53 Arietis

Observation data Epoch J2000 Equinox J2000
- Constellation: Aries
- Right ascension: 03^{h} 07^{m} 25.67315^{s}
- Declination: +17° 52′ 47.9696″
- Apparent magnitude (V): 6.10

Characteristics
- Evolutionary stage: main sequence
- Spectral type: B1.5 V
- U−B color index: +0.80
- B−V color index: −0.12
- Variable type: β Cep

Astrometry
- Radial velocity (R_{v}): +21.2 km/s
- Proper motion (μ): RA: −23.733 mas/yr Dec.: +8.080 mas/yr
- Parallax (π): 3.1874±0.0630 mas
- Distance: 1,020 ± 20 ly (314 ± 6 pc)

Details
- Mass: 7.5±0.2 M_{☉}
- Radius: 4.2 R_{☉}
- Luminosity: 1,962 L_{☉}
- Surface gravity (log g): 3.99 cgs
- Temperature: 19,065 K
- Metallicity [Fe/H]: −0.18 dex
- Rotational velocity (v sin i): 5 km/s
- Other designations: UW Arietis, BD+17°493, HD 19374, HIP 14514, HR 938, SAO 93284.

Database references
- SIMBAD: data

= 53 Arietis =

Star in the constellation Aries

53 Arietis (abbreviated 53 Ari) is a variable star in the northern constellation of Aries. 53 Arietis is the Flamsteed designation; it also bears the variable star designation UW Arietis.

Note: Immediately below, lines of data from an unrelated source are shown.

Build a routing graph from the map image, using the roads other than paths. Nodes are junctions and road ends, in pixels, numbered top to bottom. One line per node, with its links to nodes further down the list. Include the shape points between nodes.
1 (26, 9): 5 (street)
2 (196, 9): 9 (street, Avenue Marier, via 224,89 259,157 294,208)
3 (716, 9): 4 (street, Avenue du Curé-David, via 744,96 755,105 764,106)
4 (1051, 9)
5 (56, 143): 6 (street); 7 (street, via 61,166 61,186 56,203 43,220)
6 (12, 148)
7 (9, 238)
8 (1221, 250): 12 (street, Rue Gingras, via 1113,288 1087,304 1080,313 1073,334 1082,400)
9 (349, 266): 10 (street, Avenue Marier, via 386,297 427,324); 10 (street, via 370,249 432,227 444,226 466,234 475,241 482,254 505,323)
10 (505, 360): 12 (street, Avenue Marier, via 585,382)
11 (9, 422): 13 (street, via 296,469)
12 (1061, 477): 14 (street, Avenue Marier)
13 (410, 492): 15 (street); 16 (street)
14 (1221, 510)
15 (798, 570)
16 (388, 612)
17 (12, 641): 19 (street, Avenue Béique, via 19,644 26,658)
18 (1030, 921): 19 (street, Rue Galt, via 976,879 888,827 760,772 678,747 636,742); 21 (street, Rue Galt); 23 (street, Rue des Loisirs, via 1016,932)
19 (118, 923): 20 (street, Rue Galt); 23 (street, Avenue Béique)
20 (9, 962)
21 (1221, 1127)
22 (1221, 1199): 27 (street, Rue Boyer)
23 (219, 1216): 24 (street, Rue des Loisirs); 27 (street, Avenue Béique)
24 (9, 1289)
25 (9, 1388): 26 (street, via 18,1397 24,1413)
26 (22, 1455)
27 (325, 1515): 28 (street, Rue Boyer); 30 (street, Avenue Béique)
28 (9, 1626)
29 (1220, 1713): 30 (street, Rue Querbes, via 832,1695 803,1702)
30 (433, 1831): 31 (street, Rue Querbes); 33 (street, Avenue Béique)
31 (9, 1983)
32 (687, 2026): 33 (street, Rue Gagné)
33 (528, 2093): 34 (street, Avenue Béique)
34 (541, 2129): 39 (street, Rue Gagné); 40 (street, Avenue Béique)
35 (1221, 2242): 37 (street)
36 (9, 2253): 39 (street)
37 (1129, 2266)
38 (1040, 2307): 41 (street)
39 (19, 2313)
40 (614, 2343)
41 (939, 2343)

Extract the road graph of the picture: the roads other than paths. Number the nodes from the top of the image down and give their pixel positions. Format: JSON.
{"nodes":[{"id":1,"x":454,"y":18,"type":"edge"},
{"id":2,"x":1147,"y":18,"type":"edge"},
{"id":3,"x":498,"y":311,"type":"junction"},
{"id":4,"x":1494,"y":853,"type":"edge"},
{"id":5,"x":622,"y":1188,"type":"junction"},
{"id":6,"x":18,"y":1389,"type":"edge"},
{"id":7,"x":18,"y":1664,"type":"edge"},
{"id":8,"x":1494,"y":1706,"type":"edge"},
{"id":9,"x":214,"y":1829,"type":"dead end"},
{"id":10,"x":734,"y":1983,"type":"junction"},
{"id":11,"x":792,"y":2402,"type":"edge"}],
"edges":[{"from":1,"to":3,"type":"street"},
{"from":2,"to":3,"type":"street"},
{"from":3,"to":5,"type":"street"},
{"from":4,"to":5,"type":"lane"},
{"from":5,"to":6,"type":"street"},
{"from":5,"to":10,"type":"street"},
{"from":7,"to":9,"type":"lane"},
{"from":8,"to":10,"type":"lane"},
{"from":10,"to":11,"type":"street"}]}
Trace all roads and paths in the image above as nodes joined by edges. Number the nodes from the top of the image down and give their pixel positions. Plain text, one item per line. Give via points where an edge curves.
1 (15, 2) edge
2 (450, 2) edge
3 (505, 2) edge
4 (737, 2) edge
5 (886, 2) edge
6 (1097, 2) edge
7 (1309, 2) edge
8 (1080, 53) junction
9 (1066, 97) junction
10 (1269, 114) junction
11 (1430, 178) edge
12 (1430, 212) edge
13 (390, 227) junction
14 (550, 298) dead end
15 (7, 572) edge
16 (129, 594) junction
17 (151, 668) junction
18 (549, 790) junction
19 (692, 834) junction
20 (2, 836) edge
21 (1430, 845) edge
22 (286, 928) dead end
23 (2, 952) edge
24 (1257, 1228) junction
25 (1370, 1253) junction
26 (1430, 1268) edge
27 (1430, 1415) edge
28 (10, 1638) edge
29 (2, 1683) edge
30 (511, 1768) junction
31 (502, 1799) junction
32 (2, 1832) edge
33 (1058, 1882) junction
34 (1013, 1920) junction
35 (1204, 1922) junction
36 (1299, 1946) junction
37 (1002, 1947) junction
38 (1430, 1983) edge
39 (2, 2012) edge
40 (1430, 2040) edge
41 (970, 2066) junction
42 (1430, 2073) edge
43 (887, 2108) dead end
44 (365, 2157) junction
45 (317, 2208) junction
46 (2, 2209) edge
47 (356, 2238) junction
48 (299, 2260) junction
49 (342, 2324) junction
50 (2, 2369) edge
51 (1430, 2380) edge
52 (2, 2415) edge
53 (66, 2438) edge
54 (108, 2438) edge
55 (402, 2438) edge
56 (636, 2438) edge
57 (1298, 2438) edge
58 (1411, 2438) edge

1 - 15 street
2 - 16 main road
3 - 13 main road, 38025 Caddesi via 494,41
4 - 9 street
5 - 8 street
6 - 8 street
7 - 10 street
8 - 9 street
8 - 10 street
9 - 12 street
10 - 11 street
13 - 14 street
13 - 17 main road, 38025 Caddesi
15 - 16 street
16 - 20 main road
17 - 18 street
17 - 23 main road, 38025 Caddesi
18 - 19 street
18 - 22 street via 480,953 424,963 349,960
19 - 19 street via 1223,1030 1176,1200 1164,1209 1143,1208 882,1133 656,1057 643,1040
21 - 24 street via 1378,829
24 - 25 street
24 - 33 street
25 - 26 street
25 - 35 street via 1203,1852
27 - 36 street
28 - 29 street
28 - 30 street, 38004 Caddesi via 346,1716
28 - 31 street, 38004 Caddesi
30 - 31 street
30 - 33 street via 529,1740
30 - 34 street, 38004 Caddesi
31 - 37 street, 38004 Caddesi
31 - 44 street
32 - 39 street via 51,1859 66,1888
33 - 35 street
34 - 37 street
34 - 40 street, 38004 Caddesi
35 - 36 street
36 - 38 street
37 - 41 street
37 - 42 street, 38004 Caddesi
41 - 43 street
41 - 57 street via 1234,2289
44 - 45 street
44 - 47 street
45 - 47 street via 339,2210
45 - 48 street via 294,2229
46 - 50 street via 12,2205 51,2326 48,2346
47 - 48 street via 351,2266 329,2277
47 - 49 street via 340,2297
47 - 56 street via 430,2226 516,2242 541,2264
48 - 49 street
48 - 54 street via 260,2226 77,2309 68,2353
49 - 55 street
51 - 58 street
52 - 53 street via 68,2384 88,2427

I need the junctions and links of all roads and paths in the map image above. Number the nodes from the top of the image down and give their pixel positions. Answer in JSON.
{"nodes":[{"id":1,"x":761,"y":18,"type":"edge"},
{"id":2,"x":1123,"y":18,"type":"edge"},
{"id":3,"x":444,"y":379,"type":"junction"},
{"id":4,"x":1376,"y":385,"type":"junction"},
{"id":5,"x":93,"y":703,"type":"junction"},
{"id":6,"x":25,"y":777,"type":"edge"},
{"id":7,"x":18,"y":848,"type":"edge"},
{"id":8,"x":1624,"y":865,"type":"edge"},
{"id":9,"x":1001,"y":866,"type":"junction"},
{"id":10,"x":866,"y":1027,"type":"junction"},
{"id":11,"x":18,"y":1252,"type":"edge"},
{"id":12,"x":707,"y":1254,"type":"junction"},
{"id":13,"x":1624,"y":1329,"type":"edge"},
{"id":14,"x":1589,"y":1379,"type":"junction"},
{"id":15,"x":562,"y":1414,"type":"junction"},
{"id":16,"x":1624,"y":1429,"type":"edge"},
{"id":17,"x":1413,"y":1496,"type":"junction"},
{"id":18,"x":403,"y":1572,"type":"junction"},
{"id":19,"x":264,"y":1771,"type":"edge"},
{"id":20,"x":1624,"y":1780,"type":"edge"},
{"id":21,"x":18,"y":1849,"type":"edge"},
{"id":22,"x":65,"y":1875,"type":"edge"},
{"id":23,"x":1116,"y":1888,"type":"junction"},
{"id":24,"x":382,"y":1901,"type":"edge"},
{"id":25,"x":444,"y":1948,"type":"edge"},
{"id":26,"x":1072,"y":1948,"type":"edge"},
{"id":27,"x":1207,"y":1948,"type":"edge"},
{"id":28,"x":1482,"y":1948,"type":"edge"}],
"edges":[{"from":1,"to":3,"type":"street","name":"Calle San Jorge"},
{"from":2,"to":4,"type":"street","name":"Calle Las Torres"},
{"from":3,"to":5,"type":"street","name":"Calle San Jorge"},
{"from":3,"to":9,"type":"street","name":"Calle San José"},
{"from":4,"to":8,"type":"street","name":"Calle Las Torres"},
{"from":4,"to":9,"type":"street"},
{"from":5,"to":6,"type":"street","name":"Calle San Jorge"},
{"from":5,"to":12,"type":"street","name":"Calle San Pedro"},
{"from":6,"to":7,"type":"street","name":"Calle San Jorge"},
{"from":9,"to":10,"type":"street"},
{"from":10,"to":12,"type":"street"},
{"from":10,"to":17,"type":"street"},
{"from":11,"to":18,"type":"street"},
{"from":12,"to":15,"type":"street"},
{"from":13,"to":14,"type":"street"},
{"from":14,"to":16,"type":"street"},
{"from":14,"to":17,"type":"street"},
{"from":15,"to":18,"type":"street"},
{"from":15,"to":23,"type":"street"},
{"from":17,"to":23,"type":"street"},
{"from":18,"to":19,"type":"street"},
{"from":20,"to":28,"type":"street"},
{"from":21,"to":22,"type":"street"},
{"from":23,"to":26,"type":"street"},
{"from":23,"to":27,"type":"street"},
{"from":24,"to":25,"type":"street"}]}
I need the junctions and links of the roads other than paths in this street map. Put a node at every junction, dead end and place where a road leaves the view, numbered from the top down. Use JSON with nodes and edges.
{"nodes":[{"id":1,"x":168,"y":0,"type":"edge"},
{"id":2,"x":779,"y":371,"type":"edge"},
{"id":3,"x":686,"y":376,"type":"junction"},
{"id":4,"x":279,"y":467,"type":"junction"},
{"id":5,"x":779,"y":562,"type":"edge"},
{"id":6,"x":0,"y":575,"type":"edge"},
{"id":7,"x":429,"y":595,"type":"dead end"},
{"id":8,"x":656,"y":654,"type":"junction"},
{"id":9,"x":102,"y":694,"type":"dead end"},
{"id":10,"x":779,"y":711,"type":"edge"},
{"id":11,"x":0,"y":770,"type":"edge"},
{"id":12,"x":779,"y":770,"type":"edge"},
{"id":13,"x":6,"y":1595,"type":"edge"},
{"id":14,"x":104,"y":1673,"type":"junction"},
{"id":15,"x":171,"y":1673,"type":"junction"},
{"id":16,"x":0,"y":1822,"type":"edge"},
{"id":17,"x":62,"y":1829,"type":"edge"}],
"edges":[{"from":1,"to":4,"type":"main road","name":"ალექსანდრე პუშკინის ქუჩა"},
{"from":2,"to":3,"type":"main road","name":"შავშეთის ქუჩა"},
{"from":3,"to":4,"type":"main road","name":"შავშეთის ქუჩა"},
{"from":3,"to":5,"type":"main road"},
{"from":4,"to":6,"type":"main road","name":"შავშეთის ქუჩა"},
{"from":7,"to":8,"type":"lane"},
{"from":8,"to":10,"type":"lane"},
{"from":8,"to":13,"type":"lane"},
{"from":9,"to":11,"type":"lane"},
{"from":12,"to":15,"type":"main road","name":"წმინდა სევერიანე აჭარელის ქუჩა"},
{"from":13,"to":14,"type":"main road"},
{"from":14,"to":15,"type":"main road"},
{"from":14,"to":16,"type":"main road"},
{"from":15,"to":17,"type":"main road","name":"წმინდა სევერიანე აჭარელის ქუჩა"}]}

It is a B-type main sequence star with a stellar classification of B1.5 V and mean apparent magnitude of 6.10, which is near the lower limit for naked eye visibility. Based upon an annual parallax shift of 3.2 mas, the estimated distance to this star is roughly 314 pc.

The claimed variability of 53 Arietis has not been confirmed.
  It is a runaway star with a peculiar velocity of 48.1 km/s relative to its neighbors. The star was ejected from the Orion Nebula some 4–5 million years ago, possibly when an orbiting companion exploded as a supernova. Barnard's Loop is believed to be the remnant of the supernova that launched the star.